Morris pose un genou à terre en prenant bien soin d’éviter la mare de sang qui s’étale.
« Je te crois pas. Ils ont disparu, il reste plus que la malle qui les contenait, et personne à part toi savait que je les avais. Alors je te repose la question, et si tu veux pas examiner de près tes tripes et revoir ce que t’as bouffé à midi, tu ferais bien de soigner ta réponse. Où sont les carnets ?
— Un gosse les a trouvés ! C’est pas moi, c’est un gosse ! Il habite dans ton ancienne maison, Morrie ! Il a dû les trouver enterrés dans le sous-sol ou quelque part ! »
Morris regarde son vieux pote bien en face. Il cherche un mensonge sur son visage, mais il cherche aussi à s’adapter à ce soudain revirement d’une situation qu’il pensait maîtriser. C’est comme prendre un virage à cent quatre-vingts degrés au volant d’une voiture qui roule à cent.
« Je t’en prie, Morrie, je t’en prie ! Il s’appelle Peter Saubers ! »
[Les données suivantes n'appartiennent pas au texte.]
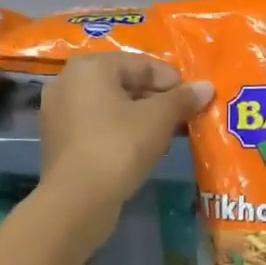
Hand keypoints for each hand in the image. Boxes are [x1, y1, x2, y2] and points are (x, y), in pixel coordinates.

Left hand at [40, 55, 213, 216]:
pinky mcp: (59, 140)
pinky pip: (97, 126)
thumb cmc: (119, 146)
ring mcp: (59, 112)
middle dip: (157, 100)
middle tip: (184, 117)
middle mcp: (68, 81)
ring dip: (141, 117)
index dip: (172, 81)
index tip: (194, 99)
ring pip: (111, 106)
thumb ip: (182, 98)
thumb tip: (206, 87)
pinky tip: (143, 149)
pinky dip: (121, 132)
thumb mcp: (158, 119)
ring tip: (168, 134)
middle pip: (124, 83)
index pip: (141, 64)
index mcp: (90, 66)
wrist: (77, 200)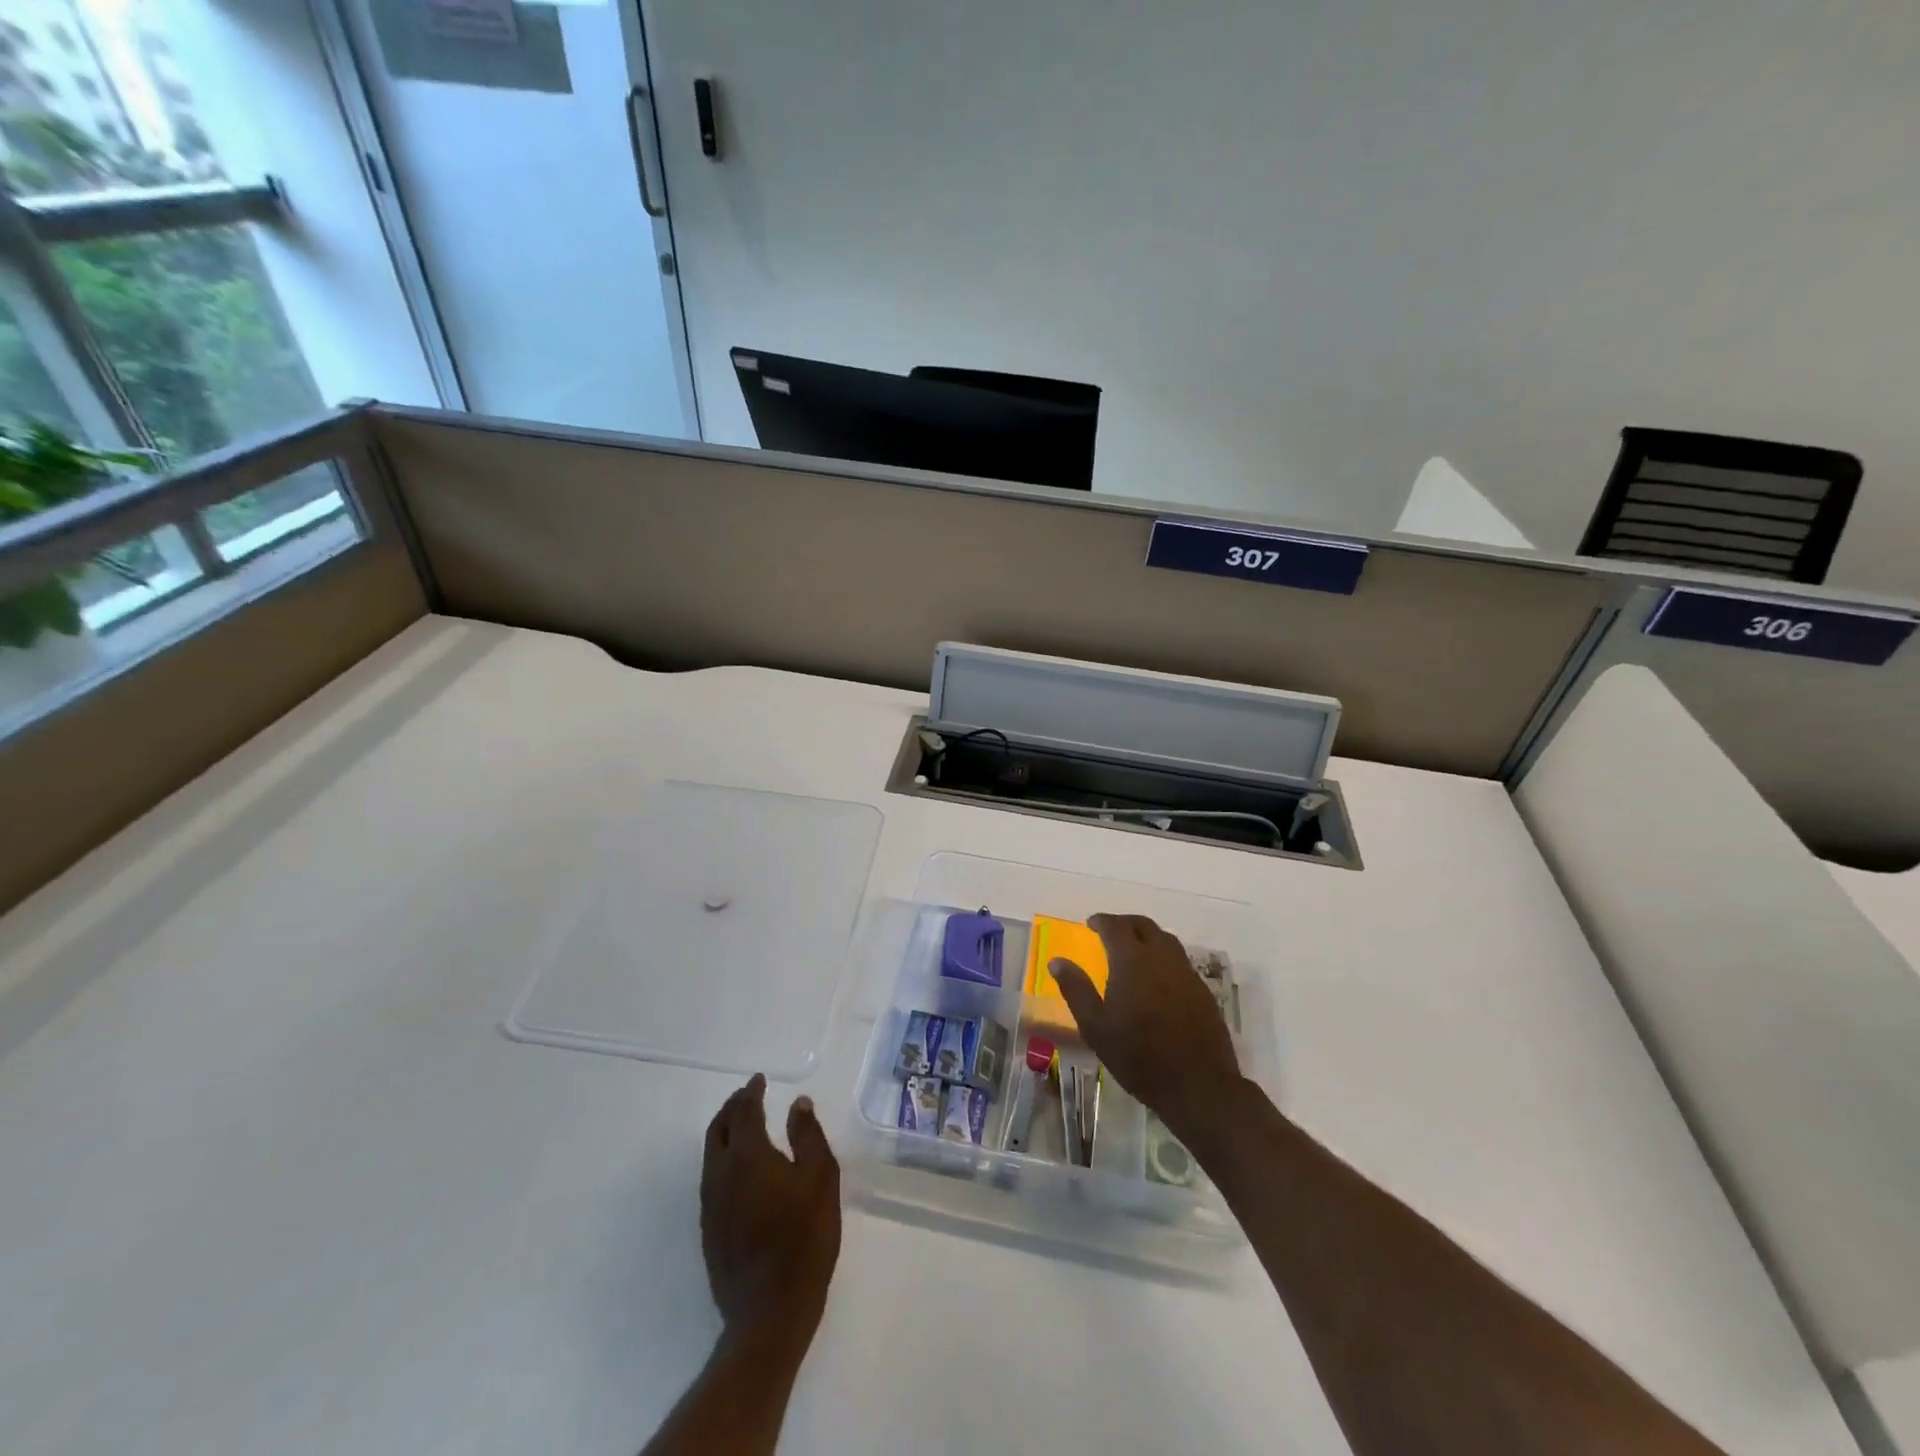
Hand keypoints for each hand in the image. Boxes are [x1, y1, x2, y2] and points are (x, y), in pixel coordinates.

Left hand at [700, 1074, 841, 1349]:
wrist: (769, 1313)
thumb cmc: (803, 1240)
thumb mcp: (821, 1180)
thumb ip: (809, 1136)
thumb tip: (798, 1103)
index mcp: (747, 1156)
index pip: (744, 1112)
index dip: (751, 1092)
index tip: (759, 1080)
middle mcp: (720, 1174)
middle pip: (718, 1128)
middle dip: (732, 1106)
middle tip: (749, 1094)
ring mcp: (710, 1204)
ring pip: (711, 1153)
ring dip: (725, 1130)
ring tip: (744, 1123)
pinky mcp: (709, 1229)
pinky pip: (711, 1177)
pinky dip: (723, 1156)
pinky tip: (741, 1166)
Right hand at [1049, 913, 1241, 1141]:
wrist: (1197, 1084)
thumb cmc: (1138, 1056)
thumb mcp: (1095, 1026)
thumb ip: (1076, 989)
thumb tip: (1057, 961)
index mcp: (1132, 961)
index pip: (1115, 926)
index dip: (1102, 921)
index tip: (1090, 924)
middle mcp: (1161, 957)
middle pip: (1144, 926)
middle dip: (1124, 923)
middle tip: (1110, 931)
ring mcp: (1186, 972)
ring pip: (1166, 940)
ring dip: (1147, 936)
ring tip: (1133, 949)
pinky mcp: (1202, 990)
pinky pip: (1180, 960)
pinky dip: (1164, 956)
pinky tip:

Voilà qui achève de convaincre Morris car il connaît le nom de la famille qui vit maintenant dans la maison où il a grandi. De plus, un type avec une profonde entaille dans le cul pourrait difficilement inventer des détails aussi précis sur l’inspiration du moment.
« Comment tu sais ça ?
— Parce qu’il veut me les vendre ! Morrie, j’ai besoin d’aller aux urgences ! Je saigne comme un porc égorgé ! »
T’es un porc, songe Morris. Mais t’en fais pas, vieux pote, dans pas longtemps, tu seras délivré de ta misère. Je m’en vais t’expédier là-haut dans la grande librairie du ciel. Mais pas encore, car Morris entrevoit un brillant rayon d’espoir.
Il veut me les vendre, a dit Andy. Pas il a voulu .
« Raconte-moi tout, dit Morris. Puis je m’en irai. Tu devras appeler l’ambulance toi-même, mais je suis sûr que tu pourras y arriver.
— Comment je peux savoir si tu dis la vérité ?
— Parce que si le gosse a les carnets, tu m’intéresses plus. Évidemment, tu dois me promettre de pas leur dire qui t’a blessé. C’était un type masqué, hein ? Probablement un drogué. Il voulait de l’argent, pas vrai ? »
Andy hoche vigoureusement la tête.
« Rien à voir avec les carnets, hein ?
— Non, rien ! Si tu crois que je veux voir mon nom mêlé à ça !
— J’imagine que non. Mais si tu cherches à inventer une histoire — et que mon nom figure dans cette histoire —, je devrai revenir.
— Je ferai pas ça, Morrie, je ferai pas ça ! » Et là-dessus, il sort une déclaration aussi puérile que cette lippe luisante de salive : « Parole d’Indien !
— Dis-moi tout alors. »
Andy s’exécute. La première visite de Saubers, avec les photocopies des carnets et des Dépêches de l’Olympe pour comparer. Comment, rien qu’avec l’étiquette de bibliothèque collée sur le dos des Dépêches , Andy a pu identifier le gosse se faisant passer pour James Hawkins. La deuxième visite du gosse, quand Andy a donné un tour d’écrou. Le message vocal au sujet du week-end des délégués de classe au Centre de Vacances de River Bend, et sa promesse de repasser le lundi après-midi, dans deux jours à peine.